But the commandos in 2007 had a few high-tech advantages over their predecessors.
To escape Bargal, the commandos called in some surprising assistance: the U.S. Navy destroyer Chafee, sailing just a few miles off the Somali coast. For a decade now, Navy warships have quietly loitered in Somali waters — sometimes as little as a mile offshore. The ships are there primarily to protect food ships and intercept pirates and weapons smugglers, but they’re also available for emergency gunfire support. A few shells from the Chafee’s 5-inch gun, pictured, covered the commandos’ retreat.
The 1993 Mogadishu battle had soured American leaders on any further of intervention in war- and famine-plagued Somalia — until 9/11 changed their minds. Starting in 2003, U.S. Special Forces and CIA agents returned to Somalia to track down and kill or capture Al Qaeda and affiliated operatives hiding out in the lawless country.
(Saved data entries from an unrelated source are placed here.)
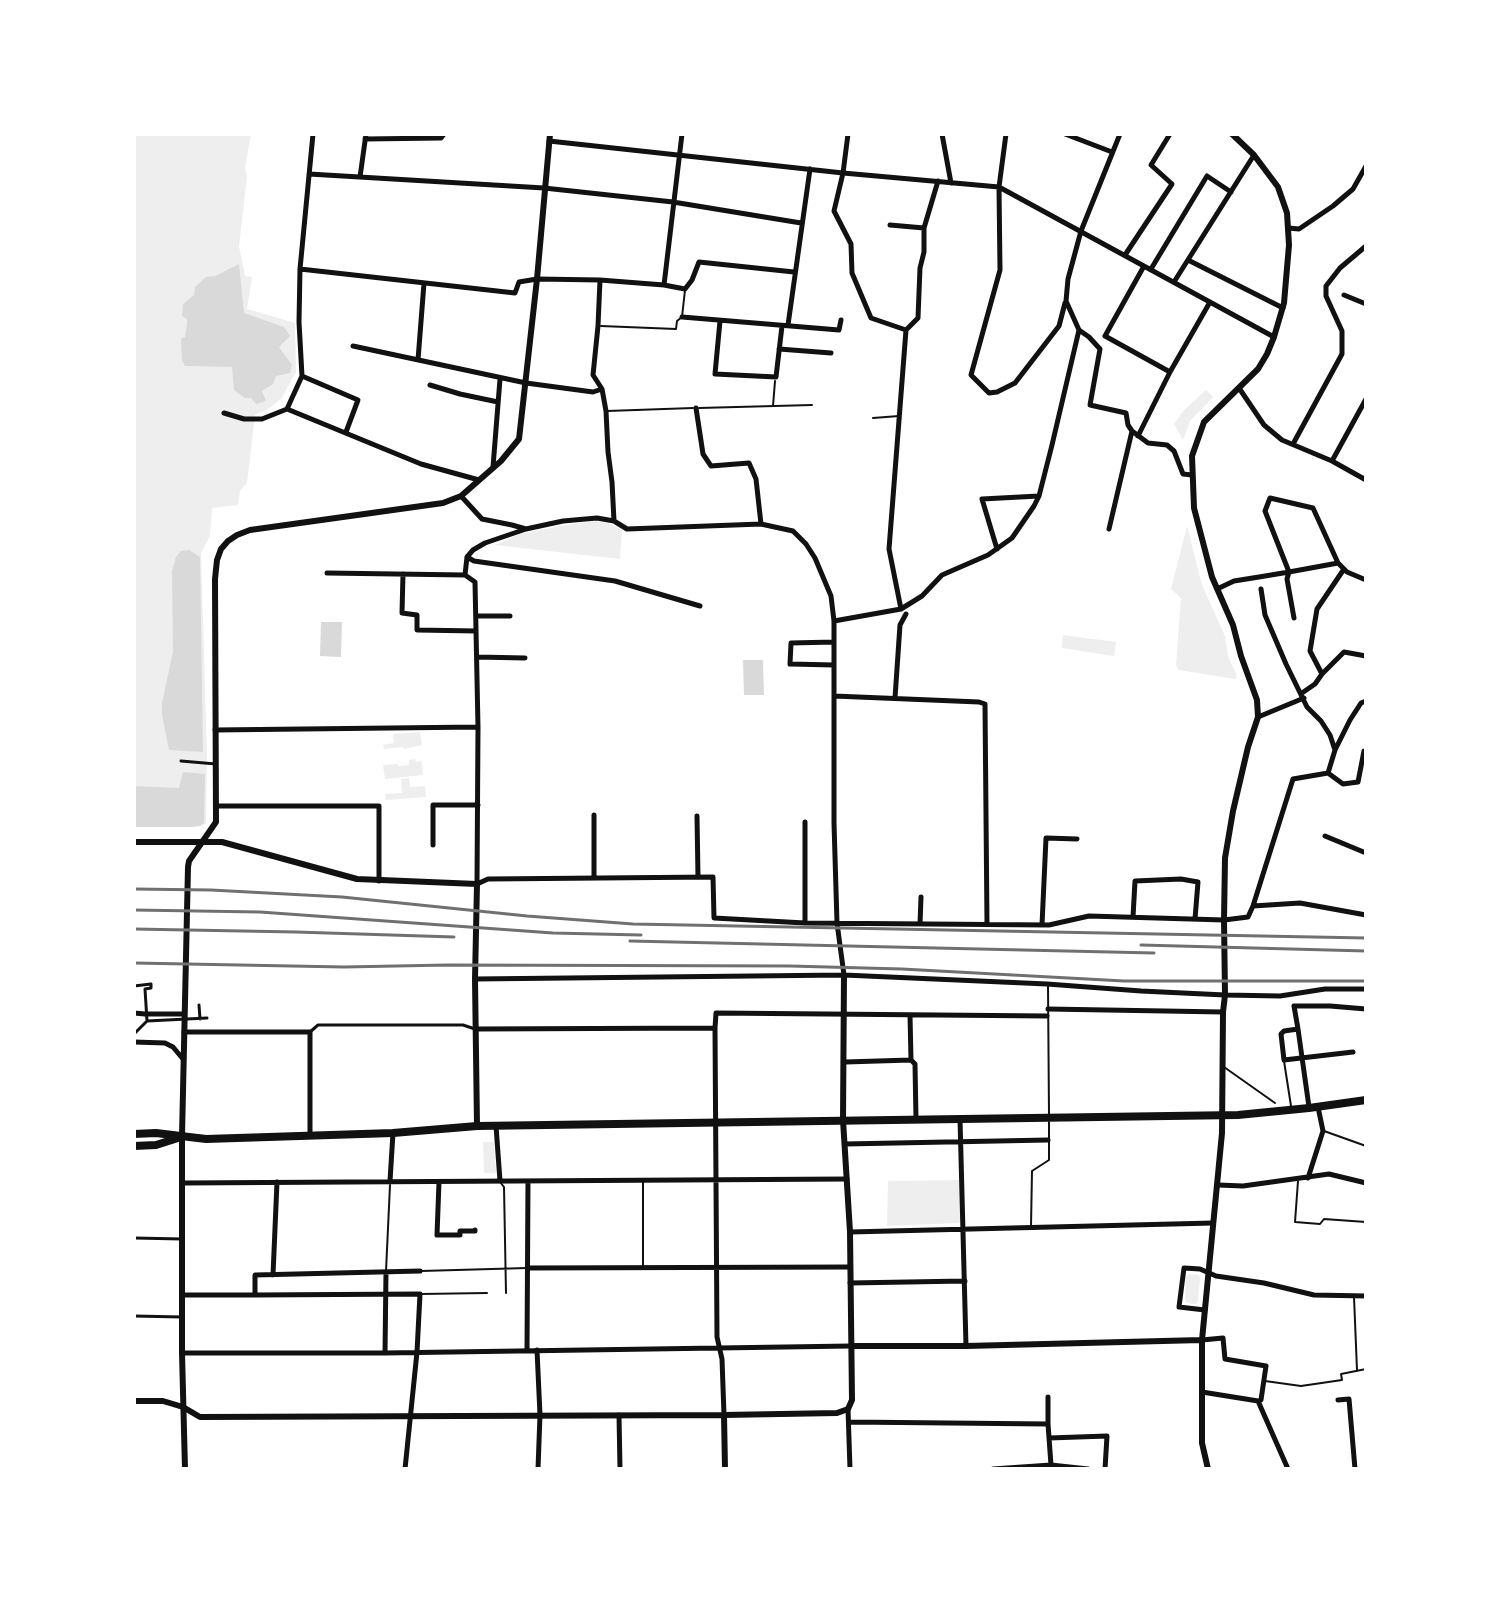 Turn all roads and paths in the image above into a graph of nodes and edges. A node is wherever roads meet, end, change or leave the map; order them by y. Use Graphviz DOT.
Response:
graph roads {
  1 [pos="313,134"];
  2 [pos="444,134"];
  3 [pos="682,134"];
  4 [pos="848,134"];
  5 [pos="942,134"];
  6 [pos="1006,134"];
  7 [pos="1065,134"];
  8 [pos="1120,134"];
  9 [pos="1170,134"];
  10 [pos="1232,134"];
  11 [pos="365,137"];
  12 [pos="550,138"];
  13 [pos="1113,152"];
  14 [pos="680,154"];
  15 [pos="1254,155"];
  16 [pos="1366,166"];
  17 [pos="810,169"];
  18 [pos="843,173"];
  19 [pos="309,174"];
  20 [pos="360,177"];
  21 [pos="938,181"];
  22 [pos="951,183"];
  23 [pos="999,187"];
  24 [pos="544,188"];
  25 [pos="1231,192"];
  26 [pos="673,202"];
  27 [pos="801,223"];
  28 [pos="890,225"];
  29 [pos="924,228"];
  30 [pos="1288,228"];
  31 [pos="1081,231"];
  32 [pos="1366,246"];
  33 [pos="1125,255"];
  34 [pos="1188,260"];
  35 [pos="1147,268"];
  36 [pos="300,269"];
  37 [pos="794,272"];
  38 [pos="537,279"];
  39 [pos="600,280"];
  40 [pos="1174,282"];
  41 [pos="424,283"];
  42 [pos="664,285"];
  43 [pos="685,289"];
  44 [pos="1344,295"];
  45 [pos="1066,301"];
  46 [pos="1210,302"];
  47 [pos="1366,304"];
  48 [pos="1283,308"];
  49 [pos="682,317"];
  50 [pos="841,320"];
  51 [pos="720,321"];
  52 [pos="785,325"];
  53 [pos="598,326"];
  54 [pos="906,330"];
  55 [pos="1079,330"];
  56 [pos="1274,337"];
  57 [pos="353,346"];
  58 [pos="779,349"];
  59 [pos="831,353"];
  60 [pos="418,360"];
  61 [pos="1170,372"];
  62 [pos="302,376"];
  63 [pos="776,377"];
  64 [pos="500,379"];
  65 [pos="526,383"];
  66 [pos="430,385"];
  67 [pos="1239,388"];
  68 [pos="602,389"];
  69 [pos="1366,399"];
  70 [pos="498,402"];
  71 [pos="812,405"];
  72 [pos="773,407"];
  73 [pos="696,408"];
  74 [pos="287,409"];
  75 [pos="606,411"];
  76 [pos="224,413"];
  77 [pos="899,416"];
  78 [pos="873,418"];
  79 [pos="1132,431"];
  80 [pos="346,433"];
  81 [pos="1138,436"];
  82 [pos="1293,444"];
  83 [pos="1332,461"];
  84 [pos="493,467"];
  85 [pos="1192,475"];
  86 [pos="479,480"];
  87 [pos="1366,480"];
  88 [pos="461,496"];
  89 [pos="1039,496"];
  90 [pos="614,521"];
  91 [pos="761,524"];
  92 [pos="526,529"];
  93 [pos="1109,529"];
  94 [pos="997,549"];
  95 [pos="467,557"];
  96 [pos="1338,563"];
  97 [pos="1344,569"];
  98 [pos="1289,572"];
  99 [pos="327,573"];
  100 [pos="403,574"];
  101 [pos="465,575"];
  102 [pos="1366,580"];
  103 [pos="1261,589"];
  104 [pos="1216,590"];
  105 [pos="700,606"];
  106 [pos="904,612"];
  107 [pos="476,616"];
  108 [pos="510,616"];
  109 [pos="1294,618"];
  110 [pos="834,621"];
  111 [pos="476,631"];
  112 [pos="834,642"];
  113 [pos="1366,656"];
  114 [pos="477,657"];
  115 [pos="525,658"];
  116 [pos="834,665"];
  117 [pos="1322,674"];
  118 [pos="834,696"];
  119 [pos="1303,696"];
  120 [pos="895,698"];
  121 [pos="1366,701"];
  122 [pos="1258,717"];
  123 [pos="478,727"];
  124 [pos="215,730"];
  125 [pos="1335,750"];
  126 [pos="1366,751"];
  127 [pos="181,761"];
  128 [pos="216,764"];
  129 [pos="1328,773"];
  130 [pos="478,805"];
  131 [pos="216,806"];
  132 [pos="594,815"];
  133 [pos="697,816"];
  134 [pos="805,822"];
  135 [pos="1325,836"];
  136 [pos="1077,839"];
  137 [pos="134,842"];
  138 [pos="201,843"];
  139 [pos="433,845"];
  140 [pos="1366,853"];
  141 [pos="698,877"];
  142 [pos="594,878"];
  143 [pos="379,881"];
  144 [pos="477,884"];
  145 [pos="921,897"];
  146 [pos="1253,906"];
  147 [pos="1366,915"];
  148 [pos="1133,917"];
  149 [pos="1195,919"];
  150 [pos="1224,920"];
  151 [pos="805,923"];
  152 [pos="837,923"];
  153 [pos="920,924"];
  154 [pos="987,924"];
  155 [pos="1042,925"];
  156 [pos="844,975"];
  157 [pos="475,979"];
  158 [pos="1047,984"];
  159 [pos="134,986"];
  160 [pos="1366,989"];
  161 [pos="1225,995"];
  162 [pos="199,1005"];
  163 [pos="1366,1009"];
  164 [pos="1047,1012"];
  165 [pos="1223,1012"];
  166 [pos="134,1013"];
  167 [pos="184,1014"];
  168 [pos="844,1015"];
  169 [pos="910,1015"];
  170 [pos="207,1018"];
  171 [pos="200,1019"];
  172 [pos="147,1021"];
  173 [pos="715,1028"];
  174 [pos="475,1029"];
  175 [pos="1298,1029"];
  176 [pos="184,1032"];
  177 [pos="310,1032"];
  178 [pos="134,1034"];
  179 [pos="134,1042"];
  180 [pos="1353,1052"];
  181 [pos="1302,1057"];
  182 [pos="183,1059"];
  183 [pos="911,1060"];
  184 [pos="1284,1060"];
  185 [pos="845,1062"];
  186 [pos="1223,1066"];
  187 [pos="1366,1100"];
  188 [pos="1275,1103"];
  189 [pos="1314,1108"];
  190 [pos="1291,1110"];
  191 [pos="1222,1115"];
  192 [pos="1049,1118"];
  193 [pos="960,1119"];
  194 [pos="843,1120"];
  195 [pos="917,1120"];
  196 [pos="715,1122"];
  197 [pos="496,1125"];
  198 [pos="477,1126"];
  199 [pos="1323,1131"];
  200 [pos="393,1133"];
  201 [pos="134,1134"];
  202 [pos="182,1136"];
  203 [pos="310,1136"];
  204 [pos="1048,1140"];
  205 [pos="961,1142"];
  206 [pos="845,1144"];
  207 [pos="134,1146"];
  208 [pos="1366,1146"];
  209 [pos="1308,1178"];
  210 [pos="717,1179"];
  211 [pos="847,1179"];
  212 [pos="1298,1179"];
  213 [pos="643,1180"];
  214 [pos="390,1181"];
  215 [pos="500,1181"];
  216 [pos="528,1181"];
  217 [pos="277,1182"];
  218 [pos="439,1182"];
  219 [pos="183,1183"];
  220 [pos="1366,1183"];
  221 [pos="1218,1185"];
  222 [pos="1366,1222"];
  223 [pos="1213,1223"];
  224 [pos="1031,1227"];
  225 [pos="964,1229"];
  226 [pos="475,1230"];
  227 [pos="850,1232"];
  228 [pos="134,1238"];
  229 [pos="182,1239"];
  230 [pos="505,1267"];
  231 [pos="850,1267"];
  232 [pos="528,1268"];
  233 [pos="644,1268"];
  234 [pos="716,1268"];
  235 [pos="420,1271"];
  236 [pos="386,1272"];
  237 [pos="1209,1273"];
  238 [pos="273,1275"];
  239 [pos="965,1281"];
  240 [pos="850,1283"];
  241 [pos="487,1293"];
  242 [pos="506,1293"];
  243 [pos="386,1294"];
  244 [pos="420,1294"];
  245 [pos="182,1295"];
  246 [pos="255,1295"];
  247 [pos="1354,1296"];
  248 [pos="1366,1296"];
  249 [pos="1205,1310"];
  250 [pos="134,1316"];
  251 [pos="182,1317"];
  252 [pos="1202,1340"];
  253 [pos="851,1346"];
  254 [pos="966,1346"];
  255 [pos="720,1348"];
  256 [pos="527,1350"];
  257 [pos="537,1350"];
  258 [pos="417,1352"];
  259 [pos="182,1353"];
  260 [pos="385,1353"];
  261 [pos="1366,1369"];
  262 [pos="1357,1371"];
  263 [pos="1264,1381"];
  264 [pos="1202,1392"];
  265 [pos="1048,1397"];
  266 [pos="1338,1400"];
  267 [pos="134,1401"];
  268 [pos="1258,1401"];
  269 [pos="183,1407"];
  270 [pos="848,1409"];
  271 [pos="619,1414"];
  272 [pos="540,1415"];
  273 [pos="724,1415"];
  274 [pos="411,1417"];
  275 [pos="849,1422"];
  276 [pos="1048,1424"];
  277 [pos="1049,1438"];
  278 [pos="1051,1465"];
  279 [pos="185,1469"];
  280 [pos="405,1469"];
  281 [pos="538,1469"];
  282 [pos="620,1469"];
  283 [pos="725,1469"];
  284 [pos="850,1469"];
  285 [pos="993,1469"];
  286 [pos="1088,1469"];
  287 [pos="1105,1469"];
  288 [pos="1208,1469"];
  289 [pos="1288,1469"];
  290 [pos="1355,1469"];
  1 -- 19 [label="street"];
  2 -- 11 [label="street"];
  3 -- 14 [label="street"];
  4 -- 18 [label="street"];
  5 -- 22 [label="street"];
  6 -- 23 [label="street"];
  7 -- 13 [label="street"];
  8 -- 13 [label="street"];
  9 -- 33 [label="street"];
  10 -- 15 [label="street"];
  11 -- 20 [label="street"];
  12 -- 14 [label="street"];
  12 -- 24 [label="street"];
  13 -- 31 [label="street"];
  14 -- 17 [label="street"];
  14 -- 26 [label="street"];
  15 -- 25 [label="street"];
  15 -- 30 [label="street"];
  16 -- 30 [label="street"];
  17 -- 18 [label="street"];
  17 -- 27 [label="street"];
  18 -- 21 [label="street"];
  18 -- 54 [label="street"];
  19 -- 20 [label="street"];
  19 -- 36 [label="street"];
  20 -- 24 [label="street"];
  21 -- 22 [label="street"];
  21 -- 29 [label="street"];
  22 -- 23 [label="street"];
  23 -- 31 [label="street"];
  23 -- 45 [label="street"];
  24 -- 26 [label="street"];
  24 -- 38 [label="street"];
  25 -- 34 [label="street"];
  25 -- 35 [label="street"];
  26 -- 27 [label="street"];
  26 -- 42 [label="street"];
  27 -- 37 [label="street"];
  28 -- 29 [label="street"];
  29 -- 54 [label="street"];
  30 -- 48 [label="street"];
  31 -- 33 [label="street"];
  31 -- 45 [label="street"];
  32 -- 82 [label="street"];
  33 -- 35 [label="street"];
  34 -- 40 [label="street"];
  34 -- 48 [label="street"];
  35 -- 40 [label="street"];
  35 -- 61 [label="street"];
  36 -- 41 [label="street"];
  36 -- 62 [label="street"];
  37 -- 43 [label="street"];
  37 -- 52 [label="street"];
  38 -- 39 [label="street"];
  38 -- 41 [label="street"];
  38 -- 65 [label="street"];
  39 -- 42 [label="street"];
  39 -- 53 [label="street"];
  40 -- 46 [label="street"];
  41 -- 60 [label="street"];
  42 -- 43 [label="street"];
  43 -- 49 [label="lane"];
  44 -- 47 [label="street"];
  45 -- 55 [label="street"];
  46 -- 56 [label="street"];
  46 -- 61 [label="street"];
  48 -- 56 [label="street"];
  49 -- 51 [label="street"];
  49 -- 53 [label="lane"];
  50 -- 52 [label="street"];
  51 -- 52 [label="street"];
  51 -- 63 [label="street"];
  52 -- 58 [label="street"];
  53 -- 68 [label="street"];
  54 -- 77 [label="street"];
  55 -- 79 [label="street"];
  55 -- 89 [label="street"];
  56 -- 67 [label="street"];
  57 -- 60 [label="street"];
  58 -- 59 [label="street"];
  58 -- 63 [label="street"];
  60 -- 64 [label="street"];
  61 -- 81 [label="street"];
  62 -- 74 [label="street"];
  62 -- 80 [label="street"];
  63 -- 72 [label="lane"];
  64 -- 65 [label="street"];
  64 -- 70 [label="street"];
  65 -- 68 [label="street"];
  65 -- 84 [label="street"];
  66 -- 70 [label="street"];
  67 -- 82 [label="street"];
  67 -- 85 [label="street"];
  68 -- 75 [label="street"];
  69 -- 83 [label="street"];
  70 -- 84 [label="street"];
  71 -- 72 [label="lane"];
  72 -- 73 [label="lane"];
  73 -- 75 [label="lane"];
  73 -- 91 [label="street"];
  74 -- 76 [label="street"];
  74 -- 80 [label="street"];
  75 -- 90 [label="street"];
  77 -- 78 [label="lane"];
  77 -- 106 [label="street"];
  79 -- 81 [label="street"];
  79 -- 93 [label="street"];
  80 -- 86 [label="street"];
  81 -- 85 [label="street"];
  82 -- 83 [label="street"];
  83 -- 87 [label="street"];
  84 -- 86 [label="street"];
  85 -- 104 [label="street"];
  86 -- 88 [label="street"];
  88 -- 92 [label="street"];
  88 -- 124 [label="street"];
  89 -- 94 [label="street"];
  89 -- 94 [label="street"];
  90 -- 91 [label="street"];
  90 -- 92 [label="street"];
  91 -- 110 [label="street"];
  92 -- 95 [label="street"];
  94 -- 106 [label="street"];
  95 -- 101 [label="street"];
  95 -- 105 [label="street"];
  96 -- 97 [label="street"];
  96 -- 98 [label="street"];
  96 -- 98 [label="street"];
  97 -- 102 [label="street"];
  97 -- 117 [label="street"];
  98 -- 104 [label="street"];
  98 -- 109 [label="street"];
  99 -- 100 [label="street"];
  100 -- 101 [label="street"];
  100 -- 111 [label="street"];
  101 -- 107 [label="street"];
  103 -- 119 [label="street"];
  104 -- 122 [label="street"];
  106 -- 110 [label="street"];
  106 -- 120 [label="street"];
  107 -- 108 [label="street"];
  107 -- 111 [label="street"];
  110 -- 112 [label="street"];
  111 -- 114 [label="street"];
  112 -- 116 [label="street"];
  112 -- 116 [label="street"];
  113 -- 117 [label="street"];
  114 -- 115 [label="street"];
  114 -- 123 [label="street"];
  116 -- 118 [label="street"];
  117 -- 119 [label="street"];
  118 -- 120 [label="street"];
  118 -- 152 [label="street"];
  119 -- 122 [label="street"];
  119 -- 125 [label="street"];
  120 -- 154 [label="street"];
  121 -- 125 [label="street"];
  122 -- 150 [label="street"];
  123 -- 124 [label="street"];
  123 -- 130 [label="street"];
  124 -- 128 [label="street"];
  125 -- 129 [label="street"];
  126 -- 129 [label="street"];
  127 -- 128 [label="street"];
  128 -- 131 [label="street"];
  129 -- 146 [label="street"];
  130 -- 139 [label="street"];
  130 -- 144 [label="street"];
  131 -- 138 [label="street"];
  131 -- 143 [label="street"];
  132 -- 142 [label="street"];
  133 -- 141 [label="street"];
  134 -- 151 [label="street"];
  135 -- 140 [label="street"];
  136 -- 155 [label="street"];
  137 -- 138 [label="street"];
  138 -- 143 [label="street"];
  138 -- 167 [label="street"];
  141 -- 142 [label="street"];
  141 -- 151 [label="street"];
  142 -- 144 [label="street"];
  143 -- 144 [label="street"];
  144 -- 157 [label="street"];
  145 -- 153 [label="street"];
  146 -- 147 [label="street"];
  146 -- 150 [label="street"];
  148 -- 149 [label="street"];
  148 -- 149 [label="street"];
  148 -- 155 [label="street"];
  149 -- 150 [label="street"];
  150 -- 161 [label="street"];
  151 -- 152 [label="street"];
  152 -- 153 [label="street"];
  152 -- 156 [label="street"];
  153 -- 154 [label="street"];
  154 -- 155 [label="street"];
  156 -- 157 [label="street"];
  156 -- 158 [label="street"];
  156 -- 168 [label="street"];
  157 -- 174 [label="street"];
  158 -- 161 [label="street"];
  158 -- 164 [label="lane"];
  159 -- 172 [label="street"];
  160 -- 161 [label="street"];
  161 -- 165 [label="street"];
  162 -- 171 [label="street"];
  163 -- 175 [label="street"];
  164 -- 165 [label="street"];
  164 -- 169 [label="street"];
  164 -- 192 [label="lane"];
  165 -- 186 [label="street"];
  166 -- 167 [label="street"];
  167 -- 176 [label="street"];
  168 -- 169 [label="street"];
  168 -- 173 [label="street"];
  168 -- 185 [label="street"];
  169 -- 183 [label="street"];
  170 -- 171 [label="street"];
  171 -- 172 [label="street"];
  172 -- 178 [label="street"];
  173 -- 174 [label="street"];
  173 -- 196 [label="street"];
  174 -- 177 [label="street"];
  174 -- 198 [label="street"];
  175 -- 181 [label="street"];
  175 -- 184 [label="street"];
  176 -- 177 [label="street"];
  176 -- 182 [label="street"];
  177 -- 203 [label="street"];
  179 -- 182 [label="street"];
  180 -- 181 [label="street"];
  181 -- 184 [label="street"];
  181 -- 189 [label="street"];
  182 -- 202 [label="street"];
  183 -- 185 [label="street"];
  183 -- 195 [label="street"];
  184 -- 190 [label="lane"];
  185 -- 194 [label="street"];
  186 -- 188 [label="lane"];
  186 -- 191 [label="street"];
  187 -- 189 [label="highway"];
  189 -- 190 [label="highway"];
  189 -- 199 [label="street"];
  190 -- 191 [label="highway"];
  191 -- 192 [label="highway"];
  191 -- 221 [label="street"];
  192 -- 193 [label="highway"];
  192 -- 204 [label="lane"];
  193 -- 195 [label="highway"];
  193 -- 205 [label="street"];
  194 -- 195 [label="highway"];
  194 -- 196 [label="highway"];
  194 -- 206 [label="street"];
  196 -- 197 [label="highway"];
  196 -- 210 [label="street"];
  197 -- 198 [label="highway"];
  197 -- 215 [label="street"];
  198 -- 200 [label="highway"];
  199 -- 208 [label="lane"];
  199 -- 209 [label="street"];
  200 -- 203 [label="highway"];
  200 -- 214 [label="street"];
  201 -- 202 [label="highway"];
  202 -- 203 [label="highway"];
  202 -- 207 [label="highway"];
  202 -- 219 [label="street"];
  204 -- 205 [label="street"];
  204 -- 224 [label="lane"];
  205 -- 206 [label="street"];
  205 -- 225 [label="street"];
  206 -- 211 [label="street"];
  209 -- 212 [label="street"];
  209 -- 220 [label="street"];
  210 -- 211 [label="street"];
  210 -- 213 [label="street"];
  210 -- 234 [label="street"];
  211 -- 227 [label="street"];
  212 -- 221 [label="street"];
  212 -- 222 [label="lane"];
  213 -- 216 [label="street"];
  213 -- 233 [label="lane"];
  214 -- 217 [label="street"];
  214 -- 218 [label="street"];
  214 -- 236 [label="lane"];
  215 -- 216 [label="street"];
  215 -- 218 [label="street"];
  215 -- 230 [label="lane"];
  216 -- 232 [label="street"];
  217 -- 219 [label="street"];
  217 -- 238 [label="street"];
  218 -- 226 [label="street"];
  219 -- 229 [label="street"];
  221 -- 223 [label="street"];
  223 -- 224 [label="street"];
  223 -- 237 [label="street"];
  224 -- 225 [label="street"];
  225 -- 227 [label="street"];
  225 -- 239 [label="street"];
  227 -- 231 [label="street"];
  228 -- 229 [label="street"];
  229 -- 245 [label="street"];
  230 -- 232 [label="lane"];
  230 -- 235 [label="lane"];
  230 -- 242 [label="lane"];
  231 -- 234 [label="street"];
  231 -- 240 [label="street"];
  232 -- 233 [label="street"];
  232 -- 256 [label="street"];
  233 -- 234 [label="street"];
  234 -- 255 [label="street"];
  235 -- 236 [label="street"];
  236 -- 238 [label="street"];
  236 -- 243 [label="street"];
  237 -- 247 [label="street"];
  237 -- 249 [label="street"];
  237 -- 249 [label="street"];
  238 -- 246 [label="street"];
  239 -- 240 [label="street"];
  239 -- 254 [label="street"];
  240 -- 253 [label="street"];
  241 -- 244 [label="lane"];
  243 -- 244 [label="street"];
  243 -- 246 [label="street"];
  243 -- 260 [label="street"];
  244 -- 258 [label="street"];
  245 -- 246 [label="street"];
  245 -- 251 [label="street"];
  247 -- 248 [label="street"];
  247 -- 262 [label="lane"];
  249 -- 252 [label="street"];
  250 -- 251 [label="street"];
  251 -- 259 [label="street"];
  252 -- 254 [label="street"];
  252 -- 263 [label="street"];
  252 -- 264 [label="street"];
  253 -- 254 [label="street"];
  253 -- 255 [label="street"];
  253 -- 270 [label="street"];
  255 -- 257 [label="street"];
  255 -- 273 [label="street"];
  256 -- 257 [label="street"];
  256 -- 258 [label="street"];
  257 -- 272 [label="street"];
  258 -- 260 [label="street"];
  258 -- 274 [label="street"];
  259 -- 260 [label="street"];
  259 -- 269 [label="street"];
  261 -- 262 [label="lane"];
  262 -- 263 [label="lane"];
  263 -- 268 [label="street"];
  264 -- 268 [label="street"];
  264 -- 288 [label="street"];
  265 -- 276 [label="street"];
  266 -- 290 [label="street"];
  267 -- 269 [label="street"];
  268 -- 289 [label="street"];
  269 -- 274 [label="street"];
  269 -- 279 [label="street"];
  270 -- 273 [label="street"];
  270 -- 275 [label="street"];
  271 -- 272 [label="street"];
  271 -- 273 [label="street"];
  271 -- 282 [label="street"];
  272 -- 274 [label="street"];
  272 -- 281 [label="street"];
  273 -- 283 [label="street"];
  274 -- 280 [label="street"];
  275 -- 276 [label="street"];
  275 -- 284 [label="street"];
  276 -- 277 [label="street"];
  277 -- 278 [label="street"];
  277 -- 287 [label="street"];
  278 -- 285 [label="street"];
  278 -- 286 [label="street"];
}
The Americans pinned down in Bargal four years ago represented just part of the hush-hush U.S. operation, which is being detailed in a captivating series of articles by Army Times reporter Sean Naylor.
The 9,000-ton, missile-armed Chafee wasn’t the only high-tech weapon that played a role in the early years of America’s ongoing intervention in Somalia. Washington had yanked the Predator drones from nearby Djibouti in 2003 in order to reinforce the robotic arsenal patrolling Iraq. The drones would return to Somalia in a few years.
In the meantime, the Special Forces in East Africa had access to AC-130 side-firing gunships, plus a little-known spy plane codenamed “Chain Shot.” The modified U.S. Navy P-3 patrol plane is fitted with cameras and data links for long-range surveillance. “A very good aircraft, very effective,” is how one unnamed official described Chain Shot. “We used that capability quite a bit because it has long legs.”
As Naylor details, the American presence in Somalia expanded in the wake of Ethiopia’s 2006 invasion aimed at destroying Somali terror groups. “They moved pretty rapidly,” an official said of the Ethiopians, “and we did seize on that to drive, and to help them drive, the Al Qaeda guys toward the border of Kenya.” There, they would be easier targets for U.S. and allied forces.
The Ethiopians withdrew in 2009, but U.S. Special Forces did not. Aided by high-tech weaponry in the air, at sea and on land, America’s shadow war in Somalia continues today.